Auch die nächste Generation agierte wirtschaftlich durchaus erfolgreich und hielt weiter den Kontakt nach Mattersdorf. Moritz heiratete am 1. November 1882 die Mattersdorferin Pauline Meyer (geb. 1864). Zusammen mit seinem jüngeren Bruder Max führte er das Geschäft in Gloggnitz weiter, das die Brüder jetzt in "Isak Löwys Söhne” umbenannten. Einige Jahre später, 1886, heiratete Max die aus Baden stammende Franziska (Fanny) Kohn, die nach Gloggnitz übersiedelte. Aus beiden Ehen entsprangen jeweils sechs Kinder. (David, Siegmund, Gisela, Esther, Luise und Lea sowie Adolf Heinrich, Elsa, Dr. Moritz, Hilda, Isidor und Frieda) Die Frauen und später die Kindern halfen alle im Geschäft mit, das jetzt zu einer Warenhandlung ausgebaut wurde, in der man Güter des täglichen Bedarfs erwerben konnte. Anders als ihre Eltern und Großeltern waren Moritz und Max sowie ihre Kinder bereits besser in die Gloggnitzer Gesellschaft eingebunden. Moritz genoß große Wertschätzung. Er wurde nach dem Ersten Weltkrieg in ein Komitee gewählt, das die Mietpreise in der Stadt kontrollierte und festsetzte, wieviel ein Vermieter bei Reparaturen auf die Mieter umlegen durfte. Er hatte zwar keine höheren Schulen besucht, wurde aber als Mann mit Hausverstand und Lebenserfahrung geschätzt. Die Arbeit für das Komitee war selbstverständlich unbezahlt und wurde von Moritz als Dienst an der Gemeinschaft betrachtet. Gloggnitz litt, wie das gesamte Land nach dem Ersten Weltkrieg, sehr unter den Kriegsfolgen. Investitionen waren nicht mehr möglich und so sah sich die Gemeindeverwaltung nach dem Krieg trotz der verheerenden wirtschaftlichen Folgen gezwungen, wichtige Investitionen zu tätigen. Zu den vordringlichsten Aufgaben zählte dabei die Schaffung von Wohnraum. Eine Aufgabe, die trotz aller Bemühungen nur langsam voranschritt. In der Zeit von 1919 bis 1924 wurden 15 Wohnungen errichtet und ein Haus für Wohnzwecke erworben.24 Bei der möglichst gerechten Verteilung dieser Wohnungen und zur Vermeidung überhöhter Mietzinse im privaten Bereich erfüllte das Komitee, in dem Moritz Löwy Mitglied war, eine wichtige sozialpolitische Funktion.

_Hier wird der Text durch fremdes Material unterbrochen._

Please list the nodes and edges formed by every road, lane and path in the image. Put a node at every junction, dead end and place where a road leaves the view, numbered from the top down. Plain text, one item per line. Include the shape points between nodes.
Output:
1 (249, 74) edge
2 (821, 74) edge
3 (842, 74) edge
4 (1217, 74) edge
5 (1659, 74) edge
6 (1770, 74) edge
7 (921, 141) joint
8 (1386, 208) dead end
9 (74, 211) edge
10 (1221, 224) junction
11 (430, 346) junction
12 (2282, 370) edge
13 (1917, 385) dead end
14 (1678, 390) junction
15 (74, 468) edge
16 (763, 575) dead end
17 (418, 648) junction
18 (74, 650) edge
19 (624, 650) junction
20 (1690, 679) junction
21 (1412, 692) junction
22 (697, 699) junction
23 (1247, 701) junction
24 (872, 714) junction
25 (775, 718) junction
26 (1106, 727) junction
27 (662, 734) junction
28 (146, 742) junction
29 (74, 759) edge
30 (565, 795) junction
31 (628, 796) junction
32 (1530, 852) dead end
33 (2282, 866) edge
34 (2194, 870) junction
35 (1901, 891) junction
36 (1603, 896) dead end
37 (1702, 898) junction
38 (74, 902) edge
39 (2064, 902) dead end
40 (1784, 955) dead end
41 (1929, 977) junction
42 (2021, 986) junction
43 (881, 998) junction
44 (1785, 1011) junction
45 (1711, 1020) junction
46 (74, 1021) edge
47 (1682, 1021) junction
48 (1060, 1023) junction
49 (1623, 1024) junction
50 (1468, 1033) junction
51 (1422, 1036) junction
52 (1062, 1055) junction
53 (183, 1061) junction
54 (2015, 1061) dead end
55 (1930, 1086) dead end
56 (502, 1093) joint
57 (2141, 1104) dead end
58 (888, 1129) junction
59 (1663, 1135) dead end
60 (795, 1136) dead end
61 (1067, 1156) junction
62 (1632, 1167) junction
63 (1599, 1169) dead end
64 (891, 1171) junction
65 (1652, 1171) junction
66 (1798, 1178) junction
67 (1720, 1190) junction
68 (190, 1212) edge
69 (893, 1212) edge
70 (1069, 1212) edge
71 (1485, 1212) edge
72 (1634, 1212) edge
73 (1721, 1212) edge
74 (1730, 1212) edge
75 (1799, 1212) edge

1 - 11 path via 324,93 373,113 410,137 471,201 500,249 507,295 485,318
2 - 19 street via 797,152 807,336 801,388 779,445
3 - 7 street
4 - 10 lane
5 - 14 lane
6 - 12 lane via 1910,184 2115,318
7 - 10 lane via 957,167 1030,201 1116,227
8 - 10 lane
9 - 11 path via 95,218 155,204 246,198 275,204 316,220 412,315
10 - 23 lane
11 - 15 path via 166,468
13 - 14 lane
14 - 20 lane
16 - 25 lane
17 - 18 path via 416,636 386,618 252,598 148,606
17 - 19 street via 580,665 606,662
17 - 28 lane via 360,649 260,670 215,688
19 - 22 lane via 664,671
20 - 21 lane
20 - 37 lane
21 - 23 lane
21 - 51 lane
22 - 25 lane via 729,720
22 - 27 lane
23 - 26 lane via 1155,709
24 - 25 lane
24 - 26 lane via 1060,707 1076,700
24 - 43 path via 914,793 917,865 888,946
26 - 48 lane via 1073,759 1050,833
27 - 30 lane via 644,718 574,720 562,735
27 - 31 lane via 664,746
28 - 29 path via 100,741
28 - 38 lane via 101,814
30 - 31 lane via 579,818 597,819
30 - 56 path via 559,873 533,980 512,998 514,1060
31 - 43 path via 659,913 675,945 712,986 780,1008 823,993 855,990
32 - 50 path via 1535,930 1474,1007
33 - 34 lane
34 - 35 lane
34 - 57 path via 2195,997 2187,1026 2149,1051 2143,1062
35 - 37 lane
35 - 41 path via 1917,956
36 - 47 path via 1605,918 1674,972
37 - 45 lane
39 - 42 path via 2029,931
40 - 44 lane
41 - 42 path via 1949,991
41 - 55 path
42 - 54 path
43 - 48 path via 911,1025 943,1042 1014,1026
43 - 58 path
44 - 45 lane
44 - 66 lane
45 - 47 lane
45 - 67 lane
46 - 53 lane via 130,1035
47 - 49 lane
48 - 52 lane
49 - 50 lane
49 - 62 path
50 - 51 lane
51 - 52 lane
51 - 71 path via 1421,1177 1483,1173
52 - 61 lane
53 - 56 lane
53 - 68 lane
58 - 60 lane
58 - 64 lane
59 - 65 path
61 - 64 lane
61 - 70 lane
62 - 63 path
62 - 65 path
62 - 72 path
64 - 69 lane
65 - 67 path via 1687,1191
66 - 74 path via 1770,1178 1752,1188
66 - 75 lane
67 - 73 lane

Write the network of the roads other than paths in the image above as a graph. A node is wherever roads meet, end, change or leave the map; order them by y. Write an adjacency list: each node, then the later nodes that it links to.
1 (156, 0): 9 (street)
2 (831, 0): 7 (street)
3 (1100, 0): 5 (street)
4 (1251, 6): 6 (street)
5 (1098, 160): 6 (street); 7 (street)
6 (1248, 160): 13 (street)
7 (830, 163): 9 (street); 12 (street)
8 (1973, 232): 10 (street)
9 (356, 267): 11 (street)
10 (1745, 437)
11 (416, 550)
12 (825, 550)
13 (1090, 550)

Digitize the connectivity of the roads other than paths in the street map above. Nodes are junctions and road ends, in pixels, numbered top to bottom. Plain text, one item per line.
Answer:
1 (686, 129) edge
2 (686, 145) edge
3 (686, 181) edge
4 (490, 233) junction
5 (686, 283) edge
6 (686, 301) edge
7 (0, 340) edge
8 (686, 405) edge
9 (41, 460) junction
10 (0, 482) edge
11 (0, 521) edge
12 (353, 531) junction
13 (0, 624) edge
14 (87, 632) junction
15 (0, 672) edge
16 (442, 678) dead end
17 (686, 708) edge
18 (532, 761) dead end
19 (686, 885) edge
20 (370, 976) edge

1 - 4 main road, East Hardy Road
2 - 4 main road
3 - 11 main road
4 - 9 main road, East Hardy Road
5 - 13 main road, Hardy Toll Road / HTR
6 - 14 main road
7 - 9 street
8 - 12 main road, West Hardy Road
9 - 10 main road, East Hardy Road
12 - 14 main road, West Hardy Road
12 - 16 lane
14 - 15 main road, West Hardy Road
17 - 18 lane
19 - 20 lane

Trotz der fortgeschrittenen Integration in die Gesellschaft hielt man aber weiterhin am Glauben der Väter fest. Von Moritz wird berichtet, daß er Pfeife rauchte, am Schabbat aber auf Kautabak umstieg, da das Zünden am Schabbat verboten ist. Die Brüder dürften eine gewisse Leidenschaft für das Kartenspiel gehabt haben und veranstalteten gemeinsam mit ihrem Cousin David Tarot-Runden. Purim war einer der bevorzugten Tage, um dieses Spiel auszuüben. Aber auch Weihnachten wurden ganz bewußt solche Kartenrunden angesagt, was als eine Art Bekenntnis zum Judentum betrachtet wurde. Ein Bekenntnis welches aber auch als Bollwerk gegen die fortschreitende Akkulturation von Juden an die christliche Gesellschaft zu verstehen ist. Wurde es doch Ende des Jahrhunderts immer selbstverständlicher, auch Weihnachten zu feiern, das als ein deutsches Volksfest galt, an dem man als Deutscher mit mosaischen Glaubensbekenntnis selbstverständlich teilhatte. Auf Dauer konnte man sich den Auswirkungen des engen Zusammenlebens mit den Christen nicht verschließen. Daher sind diese Kartenrunden zu Weihnachten als ein bewußtes Zeichen gegen diese assimilatorischen Tendenzen zu betrachten. Dieses Beispiel zeigt uns auch, daß die Löwys um die Jahrhundertwende noch stark an traditionellen jüdischen Lebensformen festhielten.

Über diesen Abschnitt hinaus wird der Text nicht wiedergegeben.